Comme la plupart des personnages centraux dans les romans de Chimamanda Ngozi Adichie, Ifemelu est une jeune femme igbo, nigériane, africaine. Après un séjour relativement long aux Etats Unis d’Amérique, elle envisage de rentrer à Lagos, la grande ville de la côte nigériane où elle a vécu sa jeunesse et fait ses études primaires et secondaires. Depuis un salon de coiffure africain glauque dans le New Jersey où elle se fait durement tresser le cheveu, elle se remémore son adolescence, les conditions de son départ, treize ans plus tôt du Nigeria, son arrivée aux Etats-Unis. Elle se souvient des contraintes qu’imposent ce type de migration sur l’individu et de son regard naïf sur ce pays de rêve qui dès son atterrissage s'est avéré être loin de l’Eden annoncé depuis son université nigériane.
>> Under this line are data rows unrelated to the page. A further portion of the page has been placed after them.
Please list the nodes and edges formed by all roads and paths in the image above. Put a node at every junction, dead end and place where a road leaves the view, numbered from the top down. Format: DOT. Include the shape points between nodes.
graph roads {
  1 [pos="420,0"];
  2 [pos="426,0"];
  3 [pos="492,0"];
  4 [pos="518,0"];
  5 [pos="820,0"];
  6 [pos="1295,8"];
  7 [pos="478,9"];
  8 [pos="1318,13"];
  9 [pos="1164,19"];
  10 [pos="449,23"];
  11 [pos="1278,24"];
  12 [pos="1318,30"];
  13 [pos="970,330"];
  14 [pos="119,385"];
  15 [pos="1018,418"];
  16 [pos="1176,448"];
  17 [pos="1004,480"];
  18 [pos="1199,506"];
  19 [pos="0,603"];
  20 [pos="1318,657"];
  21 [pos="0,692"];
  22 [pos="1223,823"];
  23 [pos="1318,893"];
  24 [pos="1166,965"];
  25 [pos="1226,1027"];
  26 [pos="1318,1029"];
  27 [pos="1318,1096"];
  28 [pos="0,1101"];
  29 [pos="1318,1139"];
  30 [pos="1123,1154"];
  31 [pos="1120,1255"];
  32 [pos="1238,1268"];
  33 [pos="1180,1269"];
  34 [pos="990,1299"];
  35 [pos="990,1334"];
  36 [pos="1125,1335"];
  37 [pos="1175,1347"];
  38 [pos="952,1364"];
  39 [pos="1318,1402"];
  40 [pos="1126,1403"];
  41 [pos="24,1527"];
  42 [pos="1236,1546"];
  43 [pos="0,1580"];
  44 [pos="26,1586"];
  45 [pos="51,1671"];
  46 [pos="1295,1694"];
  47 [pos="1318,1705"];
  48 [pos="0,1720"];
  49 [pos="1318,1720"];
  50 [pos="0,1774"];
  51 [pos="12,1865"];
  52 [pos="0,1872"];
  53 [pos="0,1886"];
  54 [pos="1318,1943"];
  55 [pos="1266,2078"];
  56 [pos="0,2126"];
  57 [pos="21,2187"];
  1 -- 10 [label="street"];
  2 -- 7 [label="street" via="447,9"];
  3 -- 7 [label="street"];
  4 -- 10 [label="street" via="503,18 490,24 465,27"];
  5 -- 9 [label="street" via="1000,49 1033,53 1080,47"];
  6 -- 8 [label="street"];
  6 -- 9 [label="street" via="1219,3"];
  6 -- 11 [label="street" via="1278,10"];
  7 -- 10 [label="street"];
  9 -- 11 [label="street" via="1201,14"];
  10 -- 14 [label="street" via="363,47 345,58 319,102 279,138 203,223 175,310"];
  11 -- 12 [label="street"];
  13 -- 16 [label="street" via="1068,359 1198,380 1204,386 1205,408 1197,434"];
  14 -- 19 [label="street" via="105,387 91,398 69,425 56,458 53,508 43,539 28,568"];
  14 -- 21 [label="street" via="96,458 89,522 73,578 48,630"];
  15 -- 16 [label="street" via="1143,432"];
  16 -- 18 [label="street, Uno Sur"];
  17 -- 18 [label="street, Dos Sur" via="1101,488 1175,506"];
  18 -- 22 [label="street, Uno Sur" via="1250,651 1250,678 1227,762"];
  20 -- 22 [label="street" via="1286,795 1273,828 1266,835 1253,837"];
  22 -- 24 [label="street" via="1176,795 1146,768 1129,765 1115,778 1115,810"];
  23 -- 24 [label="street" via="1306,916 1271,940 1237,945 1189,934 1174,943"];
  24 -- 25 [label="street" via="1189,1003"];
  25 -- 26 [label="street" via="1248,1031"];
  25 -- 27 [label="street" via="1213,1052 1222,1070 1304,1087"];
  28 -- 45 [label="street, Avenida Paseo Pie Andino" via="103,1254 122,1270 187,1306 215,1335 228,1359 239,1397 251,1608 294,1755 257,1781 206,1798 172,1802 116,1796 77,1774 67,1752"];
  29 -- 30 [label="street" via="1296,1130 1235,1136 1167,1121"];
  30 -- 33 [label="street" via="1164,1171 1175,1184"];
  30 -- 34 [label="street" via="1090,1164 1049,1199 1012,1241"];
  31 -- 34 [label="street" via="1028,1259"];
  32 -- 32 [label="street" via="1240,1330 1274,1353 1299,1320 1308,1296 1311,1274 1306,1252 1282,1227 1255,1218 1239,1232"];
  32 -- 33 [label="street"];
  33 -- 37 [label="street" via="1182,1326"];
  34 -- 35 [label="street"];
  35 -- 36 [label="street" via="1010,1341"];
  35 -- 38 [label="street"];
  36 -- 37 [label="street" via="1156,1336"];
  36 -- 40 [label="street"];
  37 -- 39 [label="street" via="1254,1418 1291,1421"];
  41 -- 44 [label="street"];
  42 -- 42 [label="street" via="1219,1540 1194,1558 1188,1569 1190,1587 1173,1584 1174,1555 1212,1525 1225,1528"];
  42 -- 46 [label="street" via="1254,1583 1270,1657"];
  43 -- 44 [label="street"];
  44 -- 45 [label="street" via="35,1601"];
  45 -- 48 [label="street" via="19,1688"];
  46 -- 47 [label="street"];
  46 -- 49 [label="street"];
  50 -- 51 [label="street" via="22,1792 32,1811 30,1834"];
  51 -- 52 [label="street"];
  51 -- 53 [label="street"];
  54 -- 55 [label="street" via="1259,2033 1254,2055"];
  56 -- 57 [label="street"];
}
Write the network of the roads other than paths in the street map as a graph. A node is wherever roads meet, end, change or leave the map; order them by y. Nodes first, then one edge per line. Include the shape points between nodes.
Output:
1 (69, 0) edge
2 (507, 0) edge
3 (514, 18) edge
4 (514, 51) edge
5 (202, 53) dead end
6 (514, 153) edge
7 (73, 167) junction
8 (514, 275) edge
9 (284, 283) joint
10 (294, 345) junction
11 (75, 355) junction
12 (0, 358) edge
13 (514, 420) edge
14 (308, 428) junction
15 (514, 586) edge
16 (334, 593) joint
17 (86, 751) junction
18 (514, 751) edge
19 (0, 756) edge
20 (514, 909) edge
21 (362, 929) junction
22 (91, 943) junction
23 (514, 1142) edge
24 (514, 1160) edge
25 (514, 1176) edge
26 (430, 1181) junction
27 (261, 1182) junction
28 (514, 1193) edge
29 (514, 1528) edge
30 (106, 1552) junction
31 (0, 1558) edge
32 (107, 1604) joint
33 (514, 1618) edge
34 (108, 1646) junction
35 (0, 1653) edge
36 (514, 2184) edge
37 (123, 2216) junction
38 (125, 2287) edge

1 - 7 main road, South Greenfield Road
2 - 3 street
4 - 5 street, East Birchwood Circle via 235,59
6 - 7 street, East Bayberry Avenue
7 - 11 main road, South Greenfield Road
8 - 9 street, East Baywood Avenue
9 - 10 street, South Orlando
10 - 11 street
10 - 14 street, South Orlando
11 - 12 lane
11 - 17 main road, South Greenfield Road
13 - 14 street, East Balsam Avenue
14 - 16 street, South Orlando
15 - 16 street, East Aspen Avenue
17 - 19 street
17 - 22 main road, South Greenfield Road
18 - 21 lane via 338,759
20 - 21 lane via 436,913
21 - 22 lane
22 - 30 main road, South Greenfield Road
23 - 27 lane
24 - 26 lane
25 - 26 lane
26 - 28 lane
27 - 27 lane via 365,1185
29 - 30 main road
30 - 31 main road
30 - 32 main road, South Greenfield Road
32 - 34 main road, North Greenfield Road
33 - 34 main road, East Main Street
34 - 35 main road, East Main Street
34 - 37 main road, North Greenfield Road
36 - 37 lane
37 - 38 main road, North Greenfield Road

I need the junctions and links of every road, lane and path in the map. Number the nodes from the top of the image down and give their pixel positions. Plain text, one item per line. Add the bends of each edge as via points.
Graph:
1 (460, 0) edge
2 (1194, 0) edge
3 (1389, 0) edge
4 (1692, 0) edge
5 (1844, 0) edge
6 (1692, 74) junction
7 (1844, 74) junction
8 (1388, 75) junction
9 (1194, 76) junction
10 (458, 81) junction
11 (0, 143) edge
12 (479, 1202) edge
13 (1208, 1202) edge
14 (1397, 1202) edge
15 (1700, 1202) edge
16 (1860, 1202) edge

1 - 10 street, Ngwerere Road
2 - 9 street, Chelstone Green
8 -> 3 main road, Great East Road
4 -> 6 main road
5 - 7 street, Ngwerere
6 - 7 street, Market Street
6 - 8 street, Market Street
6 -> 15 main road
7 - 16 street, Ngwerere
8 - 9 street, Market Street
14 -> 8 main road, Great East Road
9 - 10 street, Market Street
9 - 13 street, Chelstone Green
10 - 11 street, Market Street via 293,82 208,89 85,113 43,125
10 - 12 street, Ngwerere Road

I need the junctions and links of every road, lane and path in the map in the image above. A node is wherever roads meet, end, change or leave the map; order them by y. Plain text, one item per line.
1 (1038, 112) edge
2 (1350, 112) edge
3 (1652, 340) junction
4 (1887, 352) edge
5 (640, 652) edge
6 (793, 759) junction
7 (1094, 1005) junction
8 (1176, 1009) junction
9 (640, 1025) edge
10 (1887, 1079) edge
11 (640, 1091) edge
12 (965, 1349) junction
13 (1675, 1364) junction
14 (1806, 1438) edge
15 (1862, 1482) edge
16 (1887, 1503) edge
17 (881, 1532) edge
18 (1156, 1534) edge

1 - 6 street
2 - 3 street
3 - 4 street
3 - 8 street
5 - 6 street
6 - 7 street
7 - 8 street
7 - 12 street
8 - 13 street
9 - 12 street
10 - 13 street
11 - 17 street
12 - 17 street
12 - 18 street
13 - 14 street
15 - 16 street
Alors que ces images défilent avec une précision qui va plonger le lecteur dans l’univers du migrant nigérian en Amérique, elle porte en parallèle un regard sévère et distant sur les individus gérant ou fréquentant ce bastion africain qu’est le salon de coiffure de Mariama. Par une forme d’association d’idées, se passe le temps d’une journée, un condensé de ce qu’aura été son séjour américain.
Pourquoi certains jeunes nigérians partent-ils ?
Ifemelu quitte le Nigeria pour poursuivre un cycle universitaire dans une université de Philadelphie. Fille unique, elle fait partie de cette jeunesse issue de la classe moyenne nigériane. Son père est un fonctionnaire a été mis au chomage pour une maladresse à l'endroit de sa hiérarchie. Sa mère, convertie à la foi évangélique, affronte les circonstances de la vie au travers de cette mystique qu’Ifemelu croque avec férocité et distance. Un point récurrent dans le travail de la romancière nigériane Chimamanda Adichie déjà traité dans L'hibiscus pourpre. Les pérégrinations de cette mère dans les différents courants du protestantisme nigérian sont très intéressantes et justement décrites dans leurs énumérations et dans la qualification de ce que certains désigneront les incongruités du croyant. Comme Achebe, Adichie est une fine observatrice des impacts du protestantisme sur l’individu nigérian. Peut-être juge-t-elle trop par le regard de son personnage là où le père de la littérature nigériane offrait une analyse plus nuancée dans Le monde s'effondre en laissant l'interprétation au lecteur seul. Ifemelu est, vous l’avez compris, un personnage singulier et particulièrement critique et lucide sur les travers de la société qui l’environne. Quand sa jeune tante, médecin, se fait entretenir par un haut gradé de l’armée, Ifemelu est la seule à fustiger le « Mentor ». La dépendance de ces femmes même instruites à la puissance financière des hommes lui est insupportable et ne cessera de dicter les choix d’Ifemelu dans son parcours. Pourquoi partent-ils ? Obinze, le petit ami d'Ifemelu, exprime très bien les raisons de ces départs, d’une jeunesse nourrie à la mamelle de la culture occidentale : le sentiment d’enfermement et, en même temps la soif de découvrir l’autre et la conviction qu’une vie meilleure est forcément dans ces univers fictifs…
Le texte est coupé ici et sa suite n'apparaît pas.